'Family Dollar': Nelson Kempf's album is a quiet meditation on changing seasons and an unpredictable future
The album was built around Kempf's own tumultuous life that included the birth of his child, an unprecedented move, a new job and a shift in his connection with music
Nelson Kempf's latest album, 'Family Dollar', drops on July 24 and is a touching, soft meditation on how life can change rather dramatically. Kempf tackles this fluid nature of existence with his own brand of emotional storytelling, which is matched perfectly by his soothing vocals. Kempf's musical style has been compared to the likes of Prefab Sprout, David Sylvian, Bon Iver and Sufjan Stevens, but, as The Sunday Times once noted, "he has forged something truly his own." A large part of what makes Kempf's music unique is that it draws so heavily from his own experiences.
There aren’t many records whose writing is so evenly split between the humid haze of Tennessee and the harsh perpetual winter of the Alaskan tundra but Kempf's 'Family Dollar' is one such record, and the reason it manages to tackle two extremes in such seamless fashion is that that is precisely what Kempf himself was dealing with in his own life: an unprecedented relocation from Nashville to the lush rolling hills of Tennessee, which was paired with Kempf having to leave behind the symphony of crickets, cicadas, sirens and traffic once every three weeks to fly 20 hours north and replace those sounds with the -80 degree wind ripping off the Arctic Ocean, where he worked as a welder.
Why would a musician and a family man split his time between his daily life and the freezing subzero temperatures of the Arctic, one might ask. Having spent his late teens making and performing music, in 2011 Kempf’s first son was born and everything changed for him. He stopped making music, began welding, and moved with his family. Speaking about the experience, Kempf shares, "Over my years of separation from music, I grew increasingly disillusioned with my old creative processes...the folky songwriting of my early twenties didn't seem to accommodate the illness, death, mental breakdowns, social alienation, and poverty that had pervaded my immediate experience."

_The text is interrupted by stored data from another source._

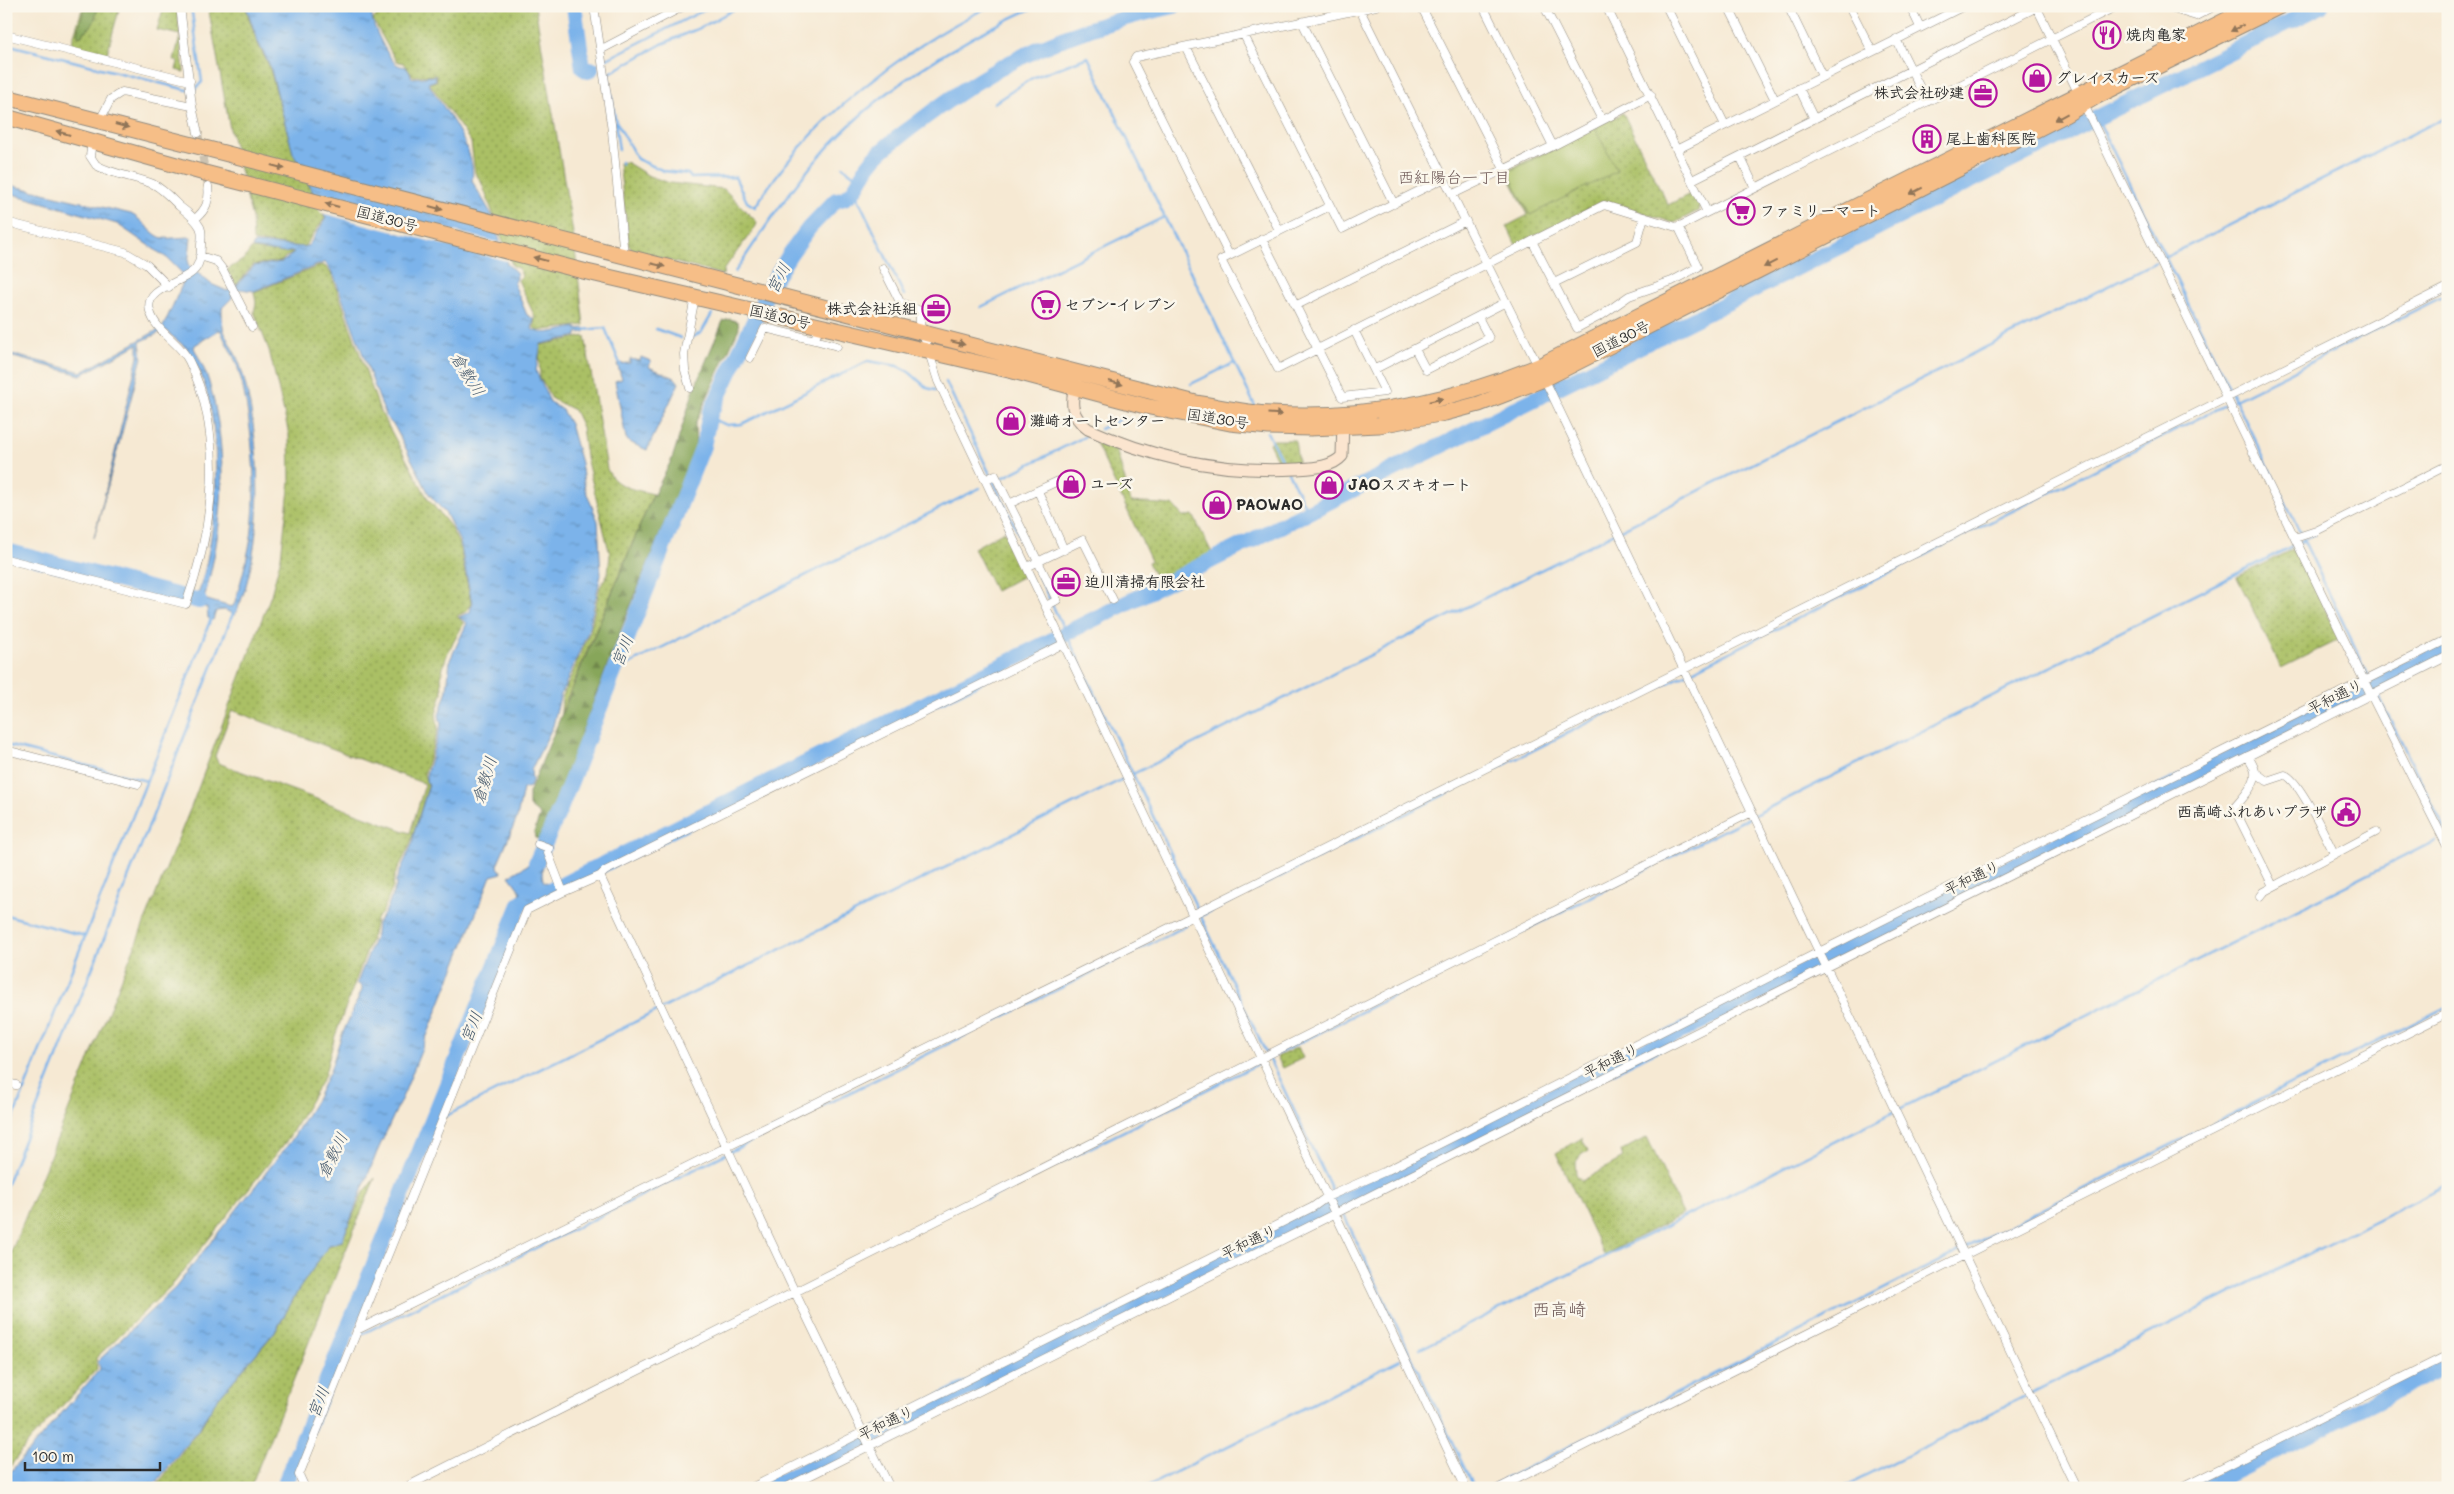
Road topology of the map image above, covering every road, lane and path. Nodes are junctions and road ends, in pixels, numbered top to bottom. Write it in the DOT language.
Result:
graph roads {
  1 [pos="180,6"];
  2 [pos="594,6"];
  3 [pos="684,6"];
  4 [pos="1376,6"];
  5 [pos="1421,6"];
  6 [pos="1483,6"];
  7 [pos="1544,6"];
  8 [pos="1606,6"];
  9 [pos="1666,6"];
  10 [pos="1728,6"];
  11 [pos="1788,6"];
  12 [pos="1849,6"];
  13 [pos="1910,6"];
  14 [pos="1964,6"];
  15 [pos="2117,6"];
  16 [pos="2164,6"];
  17 [pos="2215,6"];
  18 [pos="2254,6"];
  19 [pos="2280,6"];
  20 [pos="2037,7"];
  21 [pos="1360,10"];
  22 [pos="1302,22"];
  23 [pos="1920,27"];
  24 [pos="6,35"];
  25 [pos="1244,35"];
  26 [pos="1896,39"];
  27 [pos="2053,40"];
  28 [pos="1186,47"];
  29 [pos="602,49"];
  30 [pos="1872,51"];
  31 [pos="1911,70"];
  32 [pos="1822,76"];
  33 [pos="190,87"];
  34 [pos="1799,88"];
  35 [pos="1650,94"];
  36 [pos="6,98"];
  37 [pos="1775,100"];
  38 [pos="1927,102"];
  39 [pos="2084,104"];
  40 [pos="192,106"];
  41 [pos="6,117"];
  42 [pos="1814,119"];
  43 [pos="100,120"];
  44 [pos="1602,120"];
  45 [pos="1725,125"];
  46 [pos="198,133"];
  47 [pos="92,142"];
  48 [pos="1553,146"];
  49 [pos="1678,149"];
  50 [pos="1740,156"];
  51 [pos="1504,169"];
  52 [pos="201,172"];
  53 [pos="1445,178"];
  54 [pos="1692,180"];
  55 [pos="208,186"];
  56 [pos="1755,188"];
  57 [pos="1453,194"];
  58 [pos="1394,204"];
  59 [pos="1330,206"];
  60 [pos="1707,212"];
  61 [pos="1644,217"];
  62 [pos="194,219"];
  63 [pos="1466,221"];
  64 [pos="6,222"];
  65 [pos="1678,226"];
  66 [pos="1279,230"];
  67 [pos="1262,239"];
  68 [pos="1532,241"];
  69 [pos="1229,255"];
  70 [pos="200,256"];
  71 [pos="624,256"];
  72 [pos="1488,264"];
  73 [pos="883,268"];
  74 [pos="1554,283"];
  75 [pos="169,287"];
  76 [pos="2448,287"];
  77 [pos="695,297"];
  78 [pos="1506,302"];
  79 [pos="1297,305"];
  80 [pos="822,307"];
  81 [pos="1478,317"];
  82 [pos="252,327"];
  83 [pos="1354,330"];
  84 [pos="817,332"];
  85 [pos="924,334"];
  86 [pos="837,346"];
  87 [pos="1318,348"];
  88 [pos="1415,350"];
  89 [pos="929,352"];
  90 [pos="750,358"];
  91 [pos="1375,370"];
  92 [pos="1078,373"];
  93 [pos="1544,378"];
  94 [pos="690,388"];
  95 [pos="1074,388"];
  96 [pos="2231,395"];
  97 [pos="1343,421"];
  98 [pos="2448,465"];
  99 [pos="989,478"];
  100 [pos="1058,481"];
  101 [pos="1038,491"];
  102 [pos="1008,509"];
  103 [pos="2299,540"];
  104 [pos="1064,550"];
  105 [pos="6,559"];
  106 [pos="1033,564"];
  107 [pos="1113,600"];
  108 [pos="1050,604"];
  109 [pos="2448,639"];
  110 [pos="1062,642"];
  111 [pos="2448,656"];
  112 [pos="1685,673"];
  113 [pos="2368,680"];
  114 [pos="2370,693"];
  115 [pos="6,750"];
  116 [pos="2248,756"];
  117 [pos="2256,772"];
  118 [pos="138,784"];
  119 [pos="1753,815"];
  120 [pos="2376,832"];
  121 [pos="542,846"];
  122 [pos="2448,848"];
  123 [pos="2334,853"];
  124 [pos="600,876"];
  125 [pos="2273,886"];
  126 [pos="562,891"];
  127 [pos="2260,896"];
  128 [pos="1196,914"];
  129 [pos="1819,954"];
  130 [pos="1824,966"];
  131 [pos="2448,1013"];
  132 [pos="1265,1056"];
  133 [pos="6,1082"];
  134 [pos="16,1085"];
  135 [pos="729,1150"];
  136 [pos="1331,1196"];
  137 [pos="1338,1212"];
  138 [pos="1963,1252"];
  139 [pos="797,1294"];
  140 [pos="356,1334"];
  141 [pos="2448,1355"];
  142 [pos="864,1432"];
  143 [pos="870,1444"];
  144 [pos="305,1488"];
  145 [pos="404,1488"];
  146 [pos="752,1488"];
  147 [pos="785,1488"];
  148 [pos="890,1488"];
  149 [pos="1466,1488"];
  150 [pos="1499,1488"];
  151 [pos="2076,1488"];
  152 [pos="2181,1488"];
  1 -- 33 [label="street"];
  2 -- 29 [label="street"];
  3 -- 29 [label="street"];
  4 -- 21 [label="street"];
  5 -- 51 [label="street"];
  6 -- 48 [label="street"];
  7 -- 44 [label="street"];
  8 -- 35 [label="street"];
  9 -- 45 [label="street"];
  10 -- 37 [label="street"];
  11 -- 32 [label="street"];
  12 -- 30 [label="street"];
  13 -- 23 [label="street"];
  14 -- 23 [label="street"];
  15 -- 27 [label="street"];
  16 -- 17 [label="street"];
  18 -- 39 [label="highway, 国道30号"];
  19 -- 39 [label="highway, 国道30号, one-way"];
  20 -- 27 [label="street"];
  20 -- 31 [label="street"];
  21 -- 22 [label="street"];
  21 -- 53 [label="street"];
  22 -- 25 [label="street"];
  22 -- 58 [label="street"];
  23 -- 26 [label="street"];
  24 -- 33 [label="street"];
  25 -- 28 [label="street"];
  25 -- 59 [label="street"];
  26 -- 30 [label="street"];
  26 -- 31 [label="street"];
  27 -- 38 [label="street"];
  27 -- 39 [label="street"];
  28 -- 66 [label="street"];
  28 -- 69 [label="street"];
  29 -- 71 [label="street"];
  30 -- 32 [label="street"];
  31 -- 38 [label="street"];
  31 -- 42 [label="street"];
  32 -- 34 [label="street"];
  33 -- 40 [label="street"];
  34 -- 37 [label="street"];
  34 -- 42 [label="street"];
  35 -- 44 [label="street"];
  35 -- 49 [label="street"];
  36 -- 43 [label="highway, 国道30号"];
  36 -- 47 [label="highway"];
  37 -- 45 [label="street"];
  38 -- 56 [label="street"];
  39 -- 93 [label="highway, 国道30号"];
  39 -- 96 [label="street"];
  40 -- 43 [label="street"];
  40 -- 46 [label="street"];
  47 -- 41 [label="highway, 国道30号, one-way"];
  42 -- 50 [label="street"];
  43 -- 52 [label="highway"];
  43 -- 71 [label="highway, 国道30号, one-way"];
  44 -- 48 [label="street"];
  45 -- 49 [label="street"];
  47 -- 52 [label="highway, 国道30号"];
  47 -- 62 [label="street"];
  48 -- 51 [label="street"];
  49 -- 54 [label="street"];
  50 -- 54 [label="street"];
  50 -- 56 [label="street"];
  51 -- 57 [label="street"];
  77 -- 52 [label="highway, 国道30号, one-way"];
  53 -- 57 [label="street"];
  53 -- 58 [label="street"];
  54 -- 60 [label="street"];
  55 -- 62 [label="street"];
  56 -- 60 [label="street"];
  57 -- 63 [label="street"];
  58 -- 59 [label="street"];
  59 -- 66 [label="street"];
  60 -- 65 [label="street"];
  61 -- 65 [label="street"];
  61 -- 68 [label="street"];
  61 -- 74 [label="street"];
  62 -- 70 [label="street"];
  63 -- 72 [label="street"];
  63 -- 79 [label="street"];
  64 -- 75 [label="street"];
  65 -- 74 [label="street"];
  66 -- 67 [label="street"];
  67 -- 69 [label="street"];
  67 -- 79 [label="street"];
  68 -- 72 [label="street"];
  68 -- 74 [label="street"];
  69 -- 87 [label="street"];
  70 -- 75 [label="street"];
  70 -- 82 [label="street"];
  71 -- 80 [label="highway, 国道30号, one-way"];
  72 -- 78 [label="street"];
  72 -- 83 [label="street"];
  73 -- 85 [label="street"];
  75 -- 105 [label="street"];
  76 -- 96 [label="street"];
  77 -- 84 [label="highway, 国道30号"];
  77 -- 94 [label="street"];
  78 -- 81 [label="street"];
  78 -- 93 [label="street"];
  79 -- 87 [label="street"];
  80 -- 84 [label="highway"];
  80 -- 85 [label="highway, 国道30号"];
  81 -- 88 [label="street"];
  81 -- 88 [label="street"];
  83 -- 87 [label="street"];
  83 -- 91 [label="street"];
  84 -- 86 [label="street"];
  84 -- 89 [label="highway, 国道30号"];
  84 -- 90 [label="street"];
  85 -- 89 [label="street"];
  85 -- 92 [label="highway, 国道30号, one-way"];
  87 -- 91 [label="street"];
  88 -- 91 [label="street"];
  89 -- 95 [label="highway, 国道30号"];
  89 -- 99 [label="street"];
  92 -- 95 [label="street"];
  92 -- 97 [label="highway, 国道30号, one-way"];
  93 -- 97 [label="highway, 国道30号"];
  93 -- 112 [label="street"];
  95 -- 97 [label="highway, 国道30号"];
  95 -- 97 [label="street"];
  96 -- 103 [label="street"];
  96 -- 112 [label="street"];
  98 -- 103 [label="street"];
  99 -- 102 [label="street"];
  99 -- 102 [label="street"];
  100 -- 101 [label="street"];
  101 -- 102 [label="street"];
  101 -- 104 [label="street"];
  102 -- 106 [label="street"];
  102 -- 106 [label="street"];
  103 -- 113 [label="street"];
  104 -- 106 [label="street"];
  104 -- 107 [label="street"];
  106 -- 108 [label="street"];
  106 -- 108 [label="street"];
  108 -- 110 [label="street"];
  109 -- 113 [label="street"];
  110 -- 124 [label="street"];
  110 -- 128 [label="street"];
  111 -- 114 [label="street, 平和通り"];
  112 -- 119 [label="street"];
  112 -- 128 [label="street"];
  113 -- 114 [label="street"];
  113 -- 129 [label="street"];
  114 -- 116 [label="street, 平和通り"];
  114 -- 122 [label="street"];
  115 -- 118 [label="street"];
  116 -- 117 [label="street"];
  116 -- 130 [label="street, 平和通り"];
  117 -- 123 [label="street"];
  117 -- 125 [label="street"];
  119 -- 129 [label="street"];
  119 -- 132 [label="street"];
  120 -- 123 [label="street"];
  121 -- 126 [label="street"];
  123 -- 125 [label="street"];
  124 -- 126 [label="street"];
  124 -- 135 [label="street"];
  125 -- 127 [label="street"];
  126 -- 140 [label="street"];
  128 -- 132 [label="street"];
  128 -- 135 [label="street"];
  129 -- 130 [label="street"];
  129 -- 136 [label="street"];
  130 -- 137 [label="street, 平和通り"];
  130 -- 138 [label="street"];
  131 -- 138 [label="street"];
  132 -- 136 [label="street"];
  132 -- 139 [label="street"];
  133 -- 134 [label="street"];
  135 -- 139 [label="street"];
  135 -- 140 [label="street"];
  136 -- 137 [label="street"];
  136 -- 142 [label="street"];
  137 -- 143 [label="street, 平和通り"];
  137 -- 149 [label="street"];
  138 -- 150 [label="street"];
  138 -- 151 [label="street"];
  139 -- 142 [label="street"];
  139 -- 145 [label="street"];
  140 -- 144 [label="street"];
  141 -- 152 [label="street"];
  142 -- 143 [label="street"];
  142 -- 146 [label="street"];
  143 -- 147 [label="street, 平和通り"];
  143 -- 148 [label="street"];
}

What emerged from this separation was a new process of simple and honest beauty — one that involved improv games that attempted to create a seismograph translating the movement of natural phenomena into sound. These were then fleshed out into the songs that make up 'Family Dollar'. In the lead-up to the album's release, Kempf dropped the lead single, 'Hourglass', a meditation on parenting, climate change and the slippery quality of time. The track was written by Kempf both in winter and early summer upon return to Alaska, and truly is the perfect representation of the album's sound and the emotions it conveys.
'Hourglass' finds Kempf watching the seasons break in more extreme and troubling ways with each passing year, the wildfires of summer, and the steady erosion of winter all permeating the small details of his family life. These musings paired with Kempf's vocals tell a deeply personal story, one that is reflected throughout the album's seven tracks. 'Sweetness and Strife', another single off the album, is also an absolutely stunning piece that sees Kempf reflect on his experiences as he finds peace and clarity amidst the chaos. This track essentially highlights the delicate balancing act that is life, and beautifully illustrates the delicate balance 'Family Dollar' achieves in stitching together pieces of Kempf's life.
'Family Dollar' is thus a record with a strong sense of that feeling of being uprooted, existing on polar opposites of the world. But it is also a peaceful meditation on the beauty that exists within the turmoil. Balancing darkness and light, warmth and isolation, hardship, and the rewards it brings, this is an album that finds Kempf writing from a deeply personal perspective during a rather tumultuous decade of his life. It takes stock of everything life has to offer, both good and bad, and recognizes that while change is inevitable and often terrifying, it can be accompanied by moments that make it all worth it.
Thematically, 'Family Dollar' may initially sound like a dark record. "The emotional experience of poverty is largely overlooked," Kempf says, "The intense pressure that inflates every moment; the exhausting physicality of stress; the impossibly stacked odds against sound decision making". But right from the soft light and delicate harp strums that open the album, it’s clear that what Kempf found when attempting to translate these feelings was something else. That there is also beauty in darkness.
As he describes it, he found, "a deep, connection to the buzzing grit and gristle of life; the salves of shimmering evening light, cheap alcohol, and children’s laughter; the overwhelming, irrational ecstasy when a moment of calm pierces through." For as dark as 'Family Dollar' might sound, the album is, at its core, a celebration of the little things that make the struggle worth it in the end.